Le sultan Abdul-Medjid qui règne de 1839 à 1861, entreprend des réformes profondes. En 1839, il proclame l'égalité de tous les sujets de l'Empire ottoman, qu'ils soient musulmans ou chrétiens. Le service militaire, dont la durée était jusque là illimitée, est réduit à cinq années dans l'armée active (auxquelles s'ajoutent sept années dans l'armée de réserve). Des tribunaux non-religieux sont créés. Des écoles, des lycées des universités sont ouverts. Ces réformes sont mal accueillies par une partie de la population. Au printemps 1860, les Druzes (sectes musulmanes) massacrent les chrétiens du Liban, ce qui entraîne une intervention militaire française qui impose l'autonomiePrécision du Liban.

Les visées russes sur les Détroits et la volonté d'assurer la protection des chrétiens de Palestine, entraîne la Turquie dans la guerre de Crimée aux côtés de la France et du Royaume-Uni.
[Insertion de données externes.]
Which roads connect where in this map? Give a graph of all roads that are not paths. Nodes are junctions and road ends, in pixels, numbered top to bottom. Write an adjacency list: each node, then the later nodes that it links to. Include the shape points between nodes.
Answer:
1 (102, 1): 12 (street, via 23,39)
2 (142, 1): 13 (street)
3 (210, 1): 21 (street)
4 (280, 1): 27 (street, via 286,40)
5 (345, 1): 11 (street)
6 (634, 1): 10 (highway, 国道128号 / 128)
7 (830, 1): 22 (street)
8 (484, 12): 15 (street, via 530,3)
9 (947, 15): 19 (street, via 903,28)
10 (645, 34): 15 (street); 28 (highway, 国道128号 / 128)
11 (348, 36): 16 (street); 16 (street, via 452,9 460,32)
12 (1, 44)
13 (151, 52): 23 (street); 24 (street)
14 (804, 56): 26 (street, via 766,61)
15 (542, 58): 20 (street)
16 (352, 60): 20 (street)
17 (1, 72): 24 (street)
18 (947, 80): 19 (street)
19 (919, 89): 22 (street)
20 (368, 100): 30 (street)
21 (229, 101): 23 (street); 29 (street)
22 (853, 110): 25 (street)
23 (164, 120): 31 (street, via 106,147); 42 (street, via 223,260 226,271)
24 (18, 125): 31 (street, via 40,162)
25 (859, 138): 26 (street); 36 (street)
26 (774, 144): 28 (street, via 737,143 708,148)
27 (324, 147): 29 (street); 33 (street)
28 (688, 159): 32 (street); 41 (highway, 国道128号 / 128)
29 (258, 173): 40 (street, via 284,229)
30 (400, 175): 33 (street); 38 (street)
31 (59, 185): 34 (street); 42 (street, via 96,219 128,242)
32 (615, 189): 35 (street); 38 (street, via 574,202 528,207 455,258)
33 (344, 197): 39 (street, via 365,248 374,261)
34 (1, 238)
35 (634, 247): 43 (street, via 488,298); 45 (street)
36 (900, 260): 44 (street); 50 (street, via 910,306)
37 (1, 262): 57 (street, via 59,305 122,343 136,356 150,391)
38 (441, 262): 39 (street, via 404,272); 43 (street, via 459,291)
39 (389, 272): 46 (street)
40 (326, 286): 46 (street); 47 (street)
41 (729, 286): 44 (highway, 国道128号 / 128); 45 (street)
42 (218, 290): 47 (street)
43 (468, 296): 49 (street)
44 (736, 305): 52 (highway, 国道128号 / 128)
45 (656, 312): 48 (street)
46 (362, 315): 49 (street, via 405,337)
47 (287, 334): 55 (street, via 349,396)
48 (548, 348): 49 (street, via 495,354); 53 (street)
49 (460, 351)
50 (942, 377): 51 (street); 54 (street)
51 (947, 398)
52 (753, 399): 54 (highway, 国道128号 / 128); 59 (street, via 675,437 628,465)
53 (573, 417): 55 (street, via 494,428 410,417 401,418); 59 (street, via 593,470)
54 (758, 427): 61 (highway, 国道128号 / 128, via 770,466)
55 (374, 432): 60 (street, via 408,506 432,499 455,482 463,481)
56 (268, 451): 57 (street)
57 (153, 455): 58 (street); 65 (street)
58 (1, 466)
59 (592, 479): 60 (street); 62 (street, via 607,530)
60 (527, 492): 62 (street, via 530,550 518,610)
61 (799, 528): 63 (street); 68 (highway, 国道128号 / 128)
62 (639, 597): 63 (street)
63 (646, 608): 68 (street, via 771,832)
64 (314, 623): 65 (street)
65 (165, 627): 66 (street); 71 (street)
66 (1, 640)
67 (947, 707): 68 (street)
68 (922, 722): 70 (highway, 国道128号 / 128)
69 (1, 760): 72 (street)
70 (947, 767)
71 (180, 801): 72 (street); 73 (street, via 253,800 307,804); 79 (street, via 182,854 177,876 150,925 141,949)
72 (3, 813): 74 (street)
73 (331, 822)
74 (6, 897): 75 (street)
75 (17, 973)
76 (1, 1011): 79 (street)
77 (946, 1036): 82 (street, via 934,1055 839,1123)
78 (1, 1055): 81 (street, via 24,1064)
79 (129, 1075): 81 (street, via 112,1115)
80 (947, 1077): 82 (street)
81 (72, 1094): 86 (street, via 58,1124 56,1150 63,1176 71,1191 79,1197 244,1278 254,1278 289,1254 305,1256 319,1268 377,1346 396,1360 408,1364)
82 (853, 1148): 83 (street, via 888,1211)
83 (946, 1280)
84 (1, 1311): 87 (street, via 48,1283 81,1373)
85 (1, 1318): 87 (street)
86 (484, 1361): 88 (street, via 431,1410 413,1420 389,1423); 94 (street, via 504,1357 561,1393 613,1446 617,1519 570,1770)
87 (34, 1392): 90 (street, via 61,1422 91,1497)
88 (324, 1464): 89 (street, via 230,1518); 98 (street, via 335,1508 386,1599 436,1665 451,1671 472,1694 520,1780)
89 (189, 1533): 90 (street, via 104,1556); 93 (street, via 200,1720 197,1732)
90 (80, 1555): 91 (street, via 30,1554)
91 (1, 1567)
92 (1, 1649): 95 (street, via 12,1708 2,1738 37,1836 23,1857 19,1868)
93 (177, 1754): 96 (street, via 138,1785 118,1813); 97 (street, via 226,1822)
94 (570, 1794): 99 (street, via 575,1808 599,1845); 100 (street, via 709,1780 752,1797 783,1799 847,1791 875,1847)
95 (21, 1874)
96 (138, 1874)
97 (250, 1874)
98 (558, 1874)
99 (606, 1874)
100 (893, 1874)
Elle y perd les provinces roumaines qui deviennent indépendantes et s'unifient en 1862.

Pour en savoir plus Pour en savoir plus, lire l’article : Guerre de Crimée.

Fin de l'empire turc en Europe[modifier]

En 1875, en Bosnie-Herzégovine, puis en 1876 en Bulgarie, les chrétiens se révoltent. Des soldats mercenaires turcs, les bachi-bouzouks, répriment violemment les révoltes. En avril 1877, les Russes décident d'intervenir militairement, afin de protéger les minorités chrétiennes orthodoxes. Après avoir résisté, les Turcs doivent abandonner Andrinople en janvier 1878. Le gouvernement turc demande un armistice qui se clôt par la paix de San Stefano, en mars 1878. La Serbie et le Monténégro obtiennent leur indépendance totale et les Bulgares forment la Grande Bulgarie sous protection russe. Devant l'effondrement turc et le succès russe, les Britanniques s'alarment. L'Autriche-Hongrie est mécontente de ne pas avoir obtenu la Bosnie-Herzégovine.
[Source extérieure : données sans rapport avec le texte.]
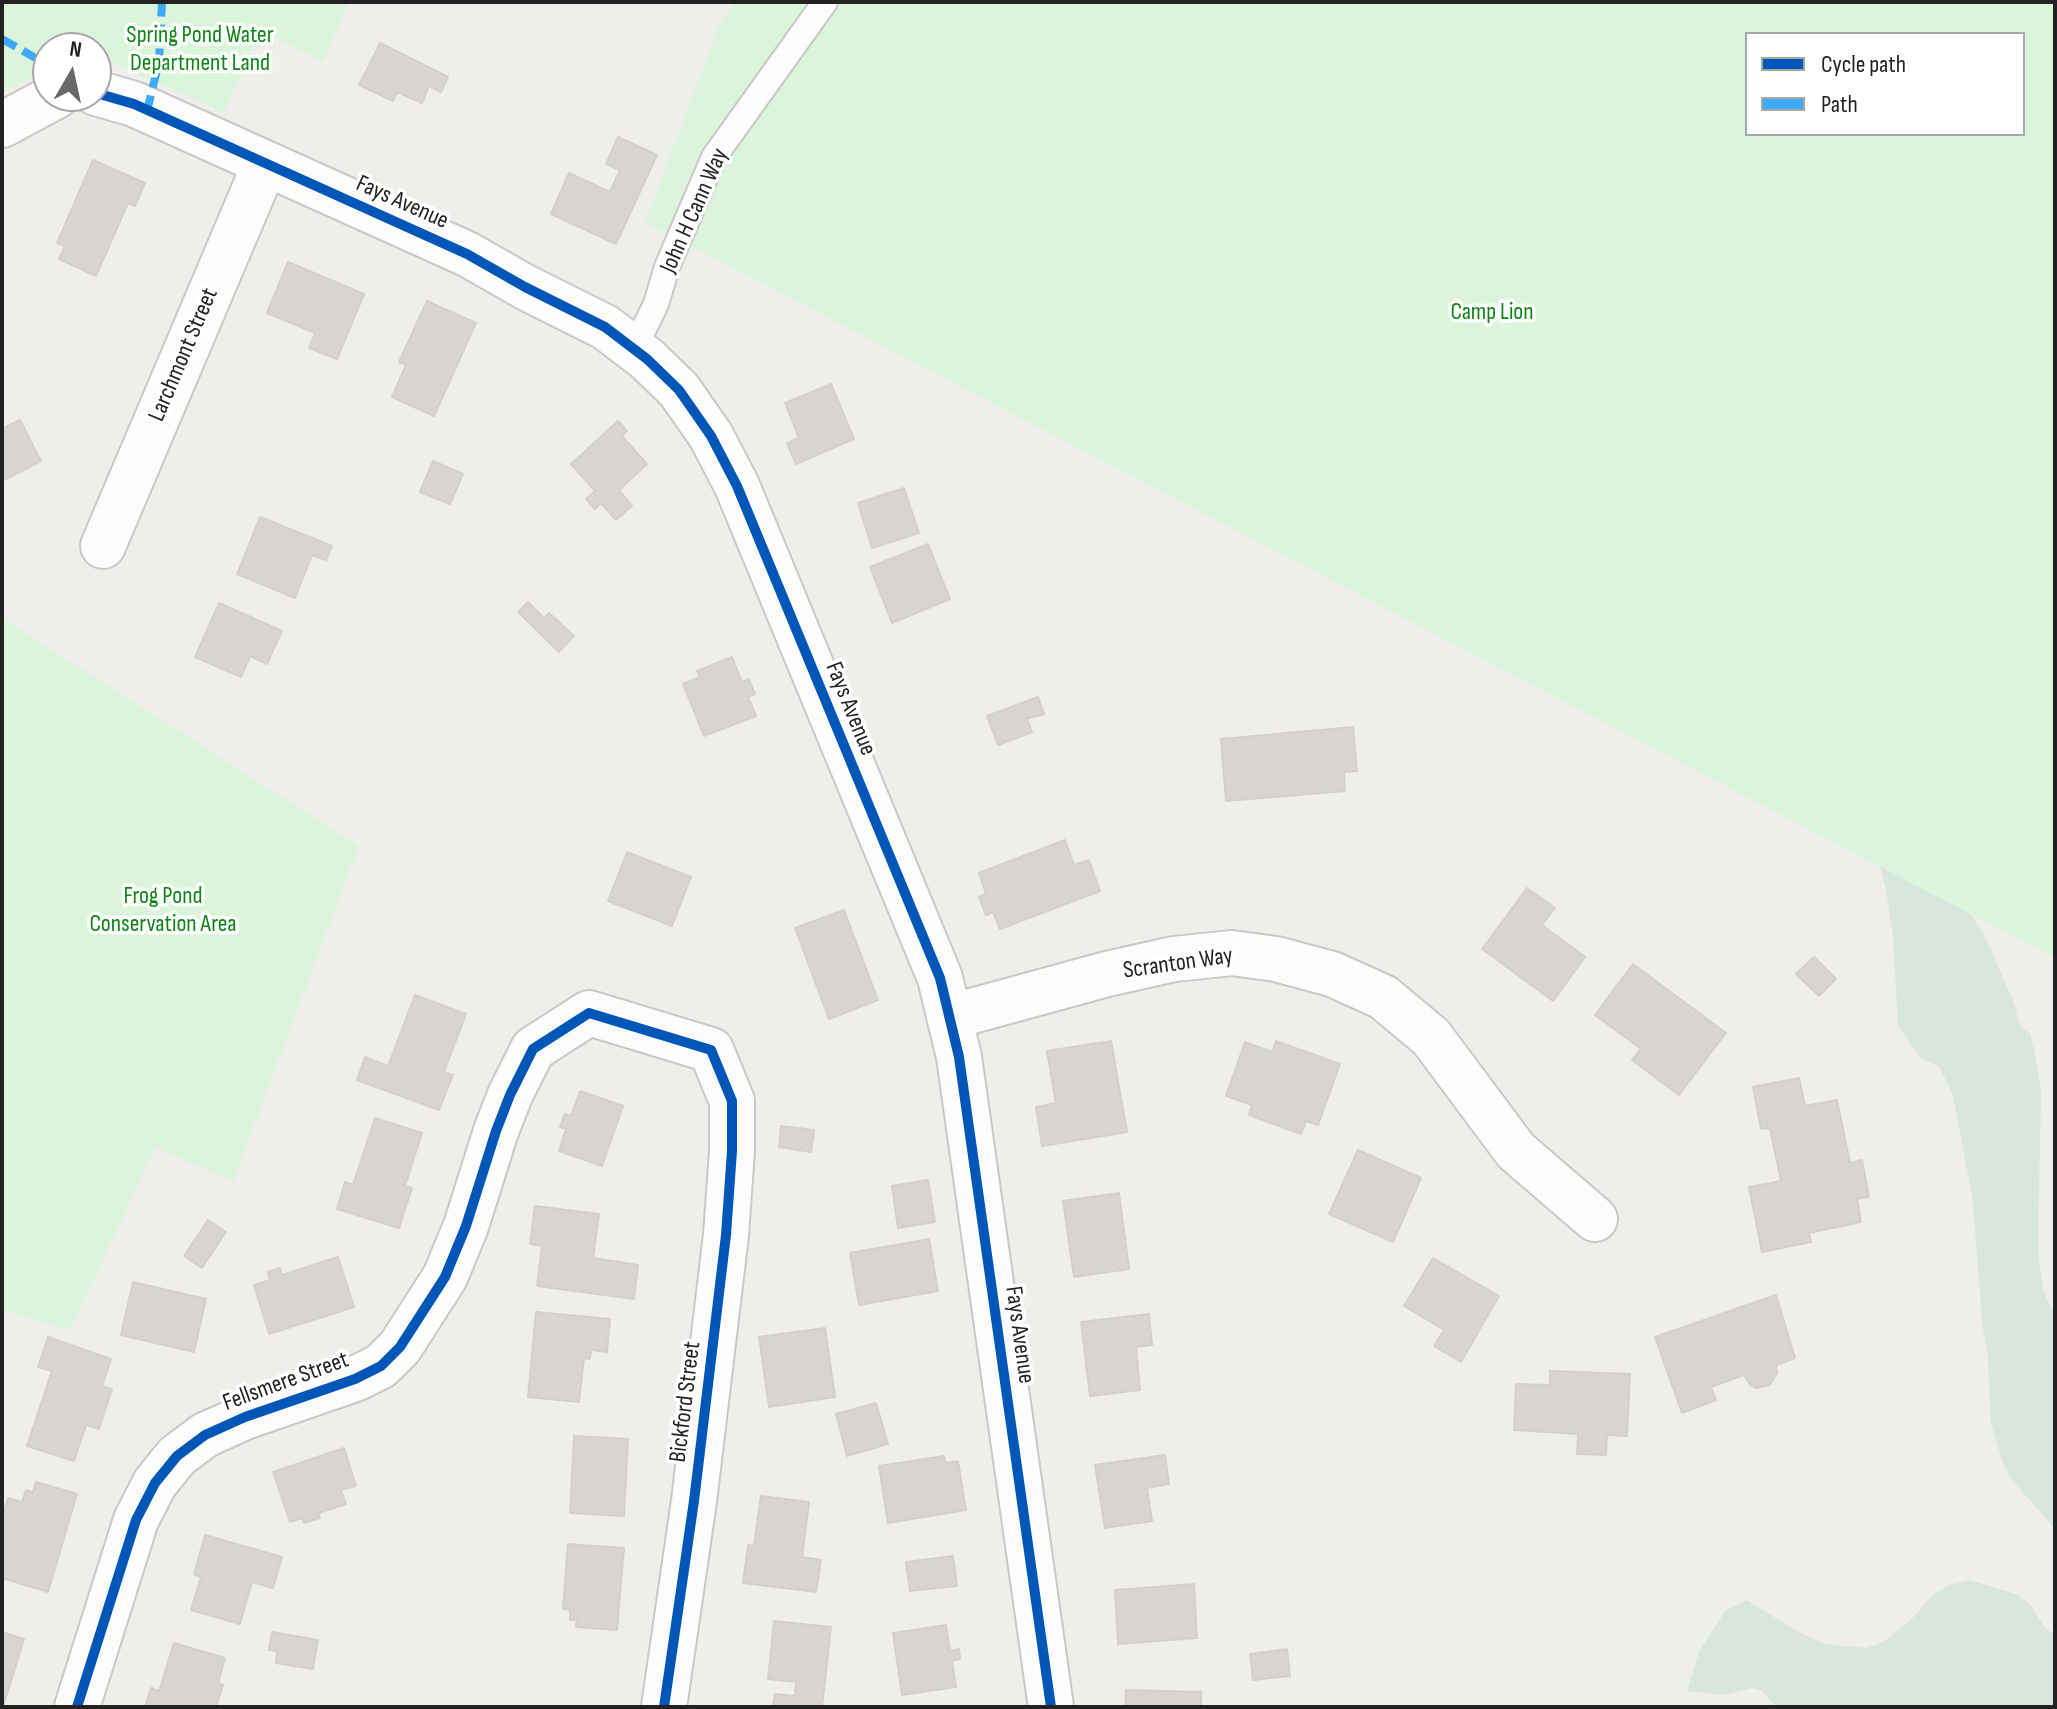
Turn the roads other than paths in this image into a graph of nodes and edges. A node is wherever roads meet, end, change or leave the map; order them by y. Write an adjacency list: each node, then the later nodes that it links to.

Pour apaiser les tensions, Bismarck, le chancelier allemand, réunit un congrès à Berlin en juin-juillet 1878. La Turquie perd la plupart de ses territoires européens : Serbie, Monténégro et Roumanie sont indépendants. Les Bulgares doivent se contenter d'un principauté qui reste vassale des Turcs. L'Autriche occupe militairement la Bosnie-Herzégovine. La Grèce (qui n'avait pas fait la guerre) s'agrandit de l'Épire et de la Thessalie. Les Russes prennent Ksar et Batoum en Asie et la Bessarabie en Europe. L'empire ottoman est quasiment éliminé d'Europe (sauf Bulgarie, Macédoine, Crète et région autour d'Istanbul).